- **Your assignment**
Once the pictures are set aside, repeat all of the data below exactly.

== Exercise input

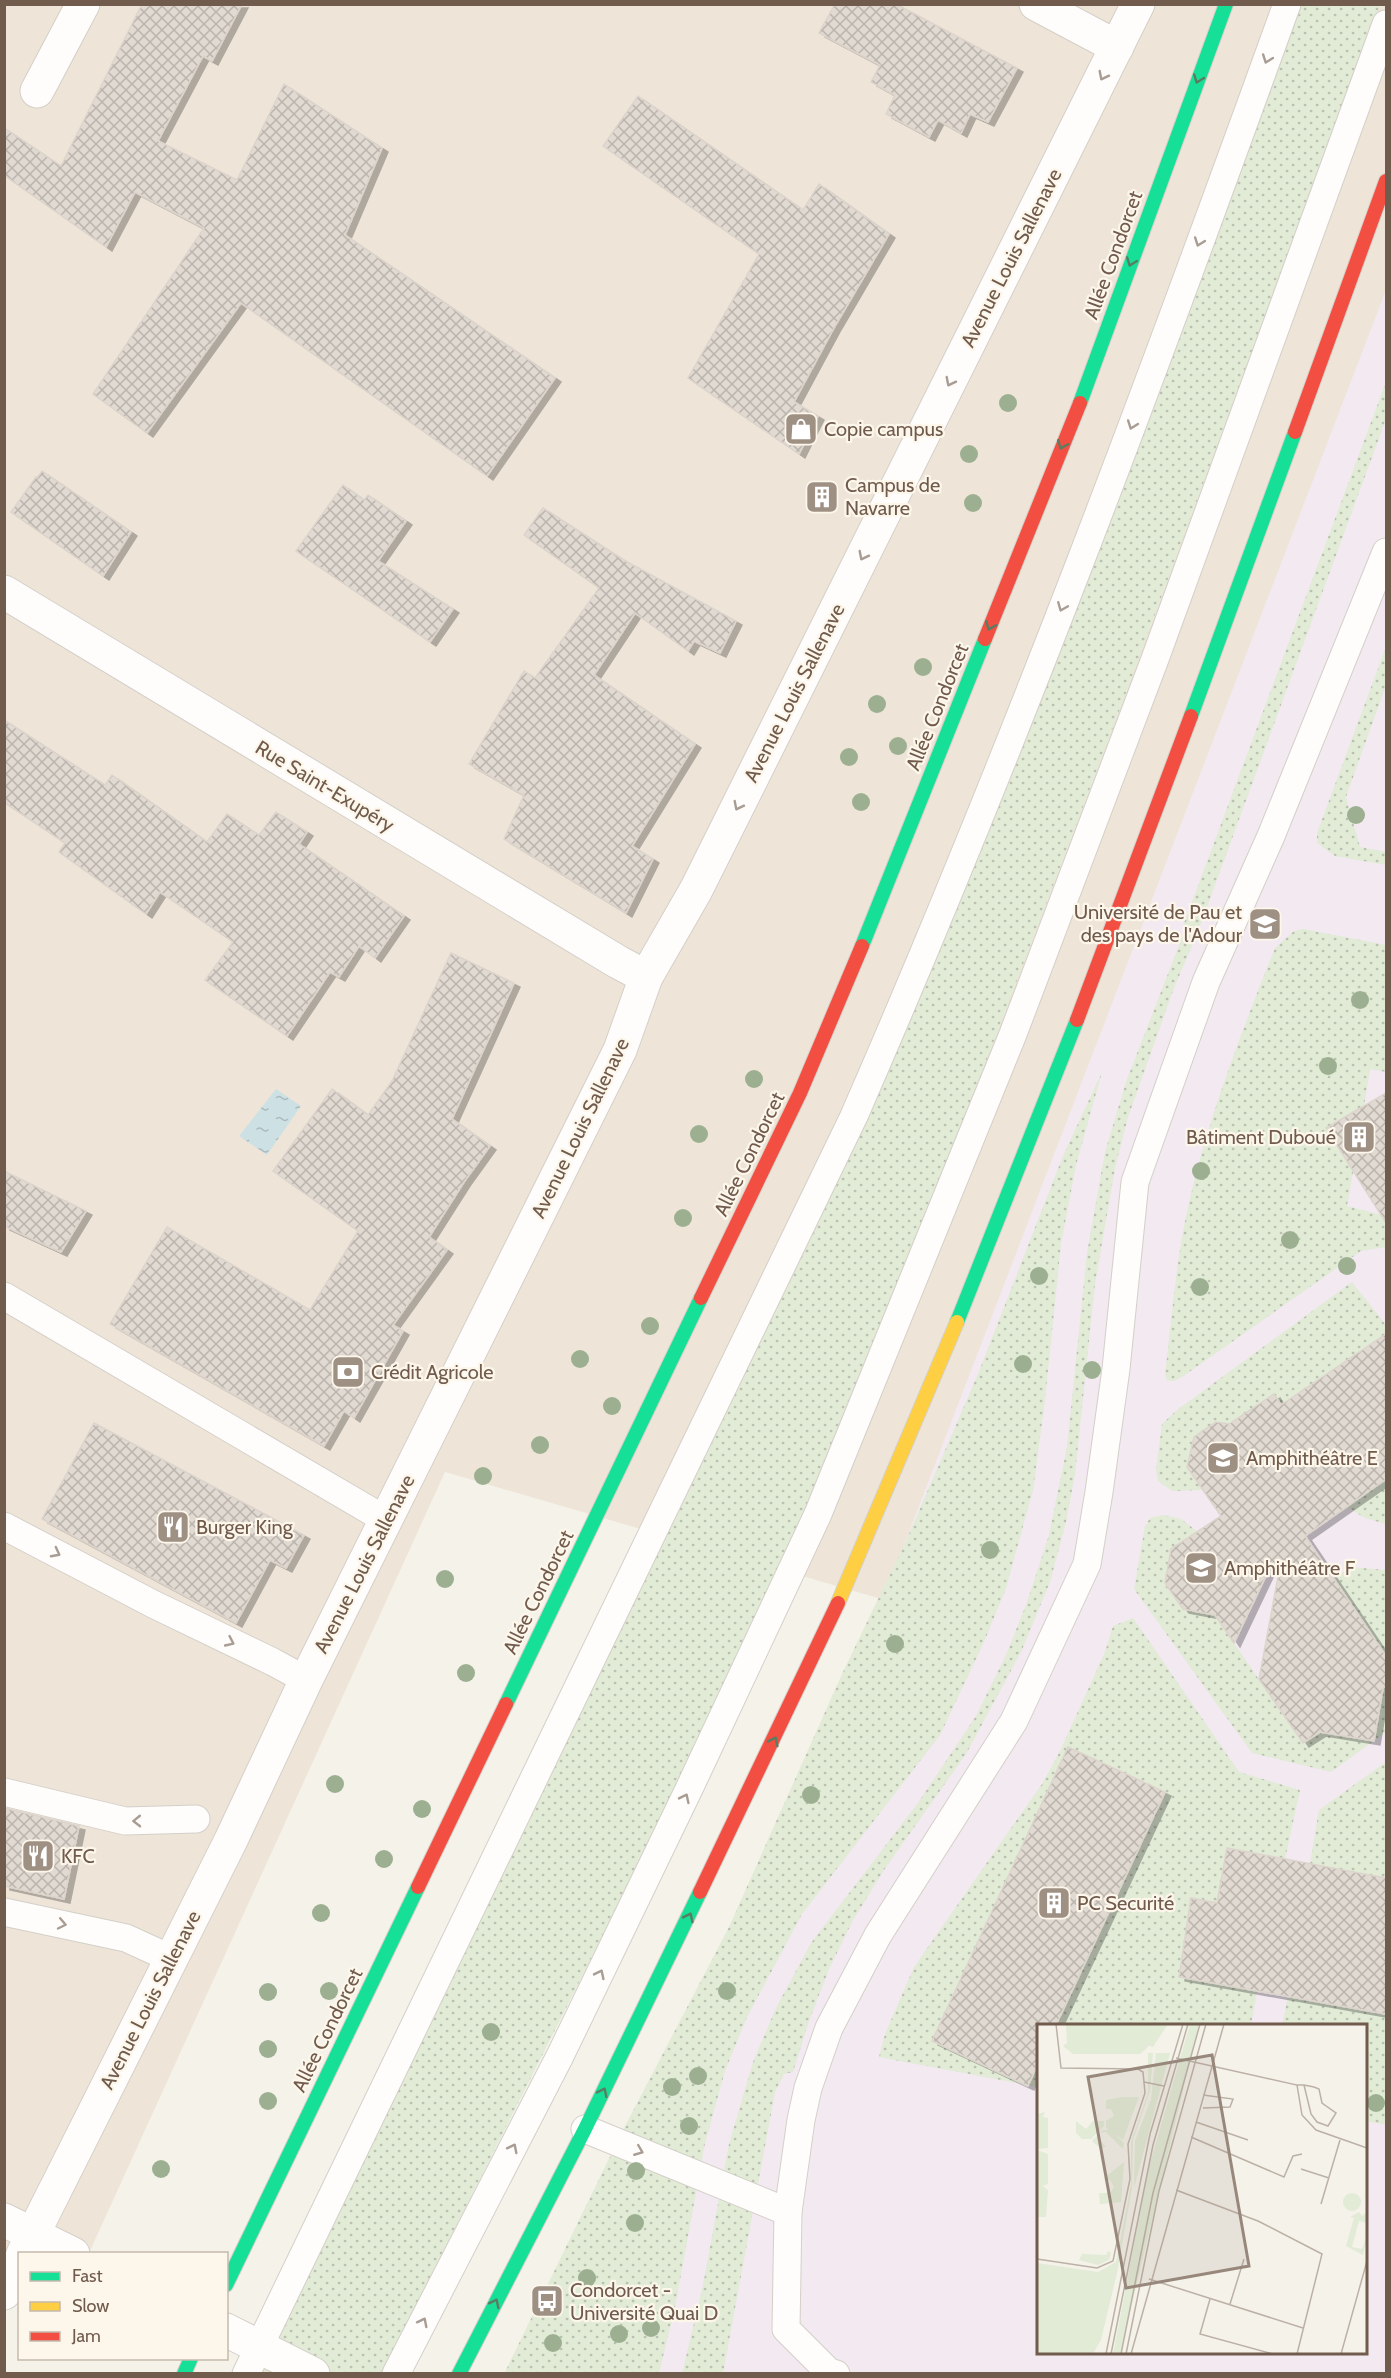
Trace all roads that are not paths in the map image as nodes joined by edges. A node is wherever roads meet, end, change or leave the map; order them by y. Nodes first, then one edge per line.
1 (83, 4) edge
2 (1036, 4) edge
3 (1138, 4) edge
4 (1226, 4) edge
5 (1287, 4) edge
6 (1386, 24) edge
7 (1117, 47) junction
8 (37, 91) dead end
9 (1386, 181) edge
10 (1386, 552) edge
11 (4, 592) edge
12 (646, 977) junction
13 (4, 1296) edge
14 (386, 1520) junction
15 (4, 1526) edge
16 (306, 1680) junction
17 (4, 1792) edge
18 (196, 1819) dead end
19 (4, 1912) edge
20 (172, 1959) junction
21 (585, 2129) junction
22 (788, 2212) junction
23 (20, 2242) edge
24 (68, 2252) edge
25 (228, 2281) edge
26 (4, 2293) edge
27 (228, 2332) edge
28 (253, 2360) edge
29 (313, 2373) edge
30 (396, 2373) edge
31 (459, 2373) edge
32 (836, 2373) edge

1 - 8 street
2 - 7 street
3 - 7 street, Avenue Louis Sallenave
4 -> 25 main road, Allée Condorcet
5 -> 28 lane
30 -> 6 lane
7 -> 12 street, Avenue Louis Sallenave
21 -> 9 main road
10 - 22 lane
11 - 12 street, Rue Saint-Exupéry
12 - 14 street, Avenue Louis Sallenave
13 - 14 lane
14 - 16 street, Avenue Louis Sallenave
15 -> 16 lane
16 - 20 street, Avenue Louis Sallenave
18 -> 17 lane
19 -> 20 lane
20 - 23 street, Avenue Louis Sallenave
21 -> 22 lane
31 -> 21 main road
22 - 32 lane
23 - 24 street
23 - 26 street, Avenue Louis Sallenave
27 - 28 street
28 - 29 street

====

- **Result below**
Trace all roads that are not paths in the map image as nodes joined by edges. A node is wherever roads meet, end, change or leave the map; order them by y. Nodes first, then one edge per line.
1 (83, 4) edge
2 (1036, 4) edge
3 (1138, 4) edge
4 (1226, 4) edge
5 (1287, 4) edge
6 (1386, 24) edge
7 (1117, 47) junction
8 (37, 91) dead end
9 (1386, 181) edge
10 (1386, 552) edge
11 (4, 592) edge
12 (646, 977) junction
13 (4, 1296) edge
14 (386, 1520) junction
15 (4, 1526) edge
16 (306, 1680) junction
17 (4, 1792) edge
18 (196, 1819) dead end
19 (4, 1912) edge
20 (172, 1959) junction
21 (585, 2129) junction
22 (788, 2212) junction
23 (20, 2242) edge
24 (68, 2252) edge
25 (228, 2281) edge
26 (4, 2293) edge
27 (228, 2332) edge
28 (253, 2360) edge
29 (313, 2373) edge
30 (396, 2373) edge
31 (459, 2373) edge
32 (836, 2373) edge

1 - 8 street
2 - 7 street
3 - 7 street, Avenue Louis Sallenave
4 -> 25 main road, Allée Condorcet
5 -> 28 lane
30 -> 6 lane
7 -> 12 street, Avenue Louis Sallenave
21 -> 9 main road
10 - 22 lane
11 - 12 street, Rue Saint-Exupéry
12 - 14 street, Avenue Louis Sallenave
13 - 14 lane
14 - 16 street, Avenue Louis Sallenave
15 -> 16 lane
16 - 20 street, Avenue Louis Sallenave
18 -> 17 lane
19 -> 20 lane
20 - 23 street, Avenue Louis Sallenave
21 -> 22 lane
31 -> 21 main road
22 - 32 lane
23 - 24 street
23 - 26 street, Avenue Louis Sallenave
27 - 28 street
28 - 29 street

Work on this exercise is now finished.